Maybe not tomorrow, either.
I wake up, body happy-tired and mind a little fuzzy, wondering why the hell I'm awake until I hear voices in the bathroom. I scrabble for my glasses, and Dief makes this long-suffering noise from my side of the bed. "What the hell is he doing talking in the toilet at," I squint, focus, "two fucking a.m.?" and the wolf grumbles. Freaky wolf who lip-reads in the dark, I gotta tell you.
I get up, boxers half up my ass and three-quarters turned around. Sounds like he's got a hell of an argument going in there, all angry whispers.
"It's my life. My choices. You're dead, for God's sake. This advice might have been timely fifteen years ago, but now ... now it doesn't really mean a damned thing." He's quiet a minute, then snorting with laughter. "No, I don't expect this liaison will provide you with any grandchildren. Might I point out yet again that since you're dead, that really shouldn't have much bearing on my choices, should it?"
Hokay. My Mountie is a crazy-assed Mountie. I can go with that. Just means he can take his turn playing psycho-cop in interrogation some time.

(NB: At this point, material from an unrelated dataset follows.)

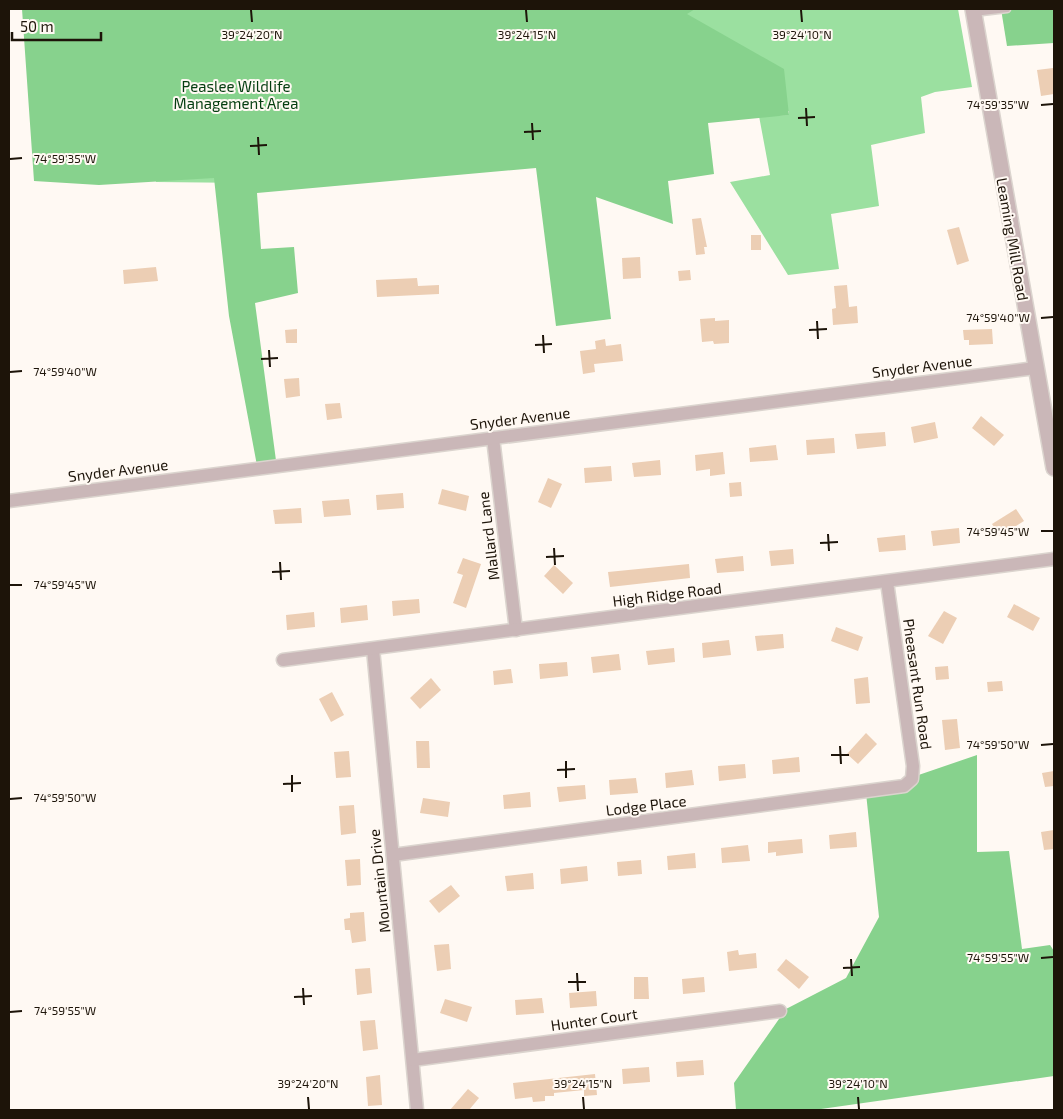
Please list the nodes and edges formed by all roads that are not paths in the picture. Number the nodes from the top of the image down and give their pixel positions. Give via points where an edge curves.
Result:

I tap the door, push in, see him leaning over the sink, head down. "Get your ass back in bed, Benton-buddy." He looks up at me, and there are all sorts of questions there, but it's not the empty he was a few hours ago, the hungry, hollowed out look. I reach out, run my fingers up his ribs, over his collarbone, up to his mouth. He shivers, closes his eyes, then opens them and looks at me so hard I can feel it on my skin. He reaches out, pulls me skin against skin, and kisses me until I can't breathe.
"C'mon back to bed," I wheeze at last, when he turns my mouth loose, gasping for air. And he does, he crawls right in behind me and wraps me up so tight that I don't know where he ends and I begin. Which is sorta like it's been with him from the start, when I think about it.
Not counting on happily ever after, but I went looking for that one with the Stella, and you know, that turned to shit. This time, I'll settle for one day at time.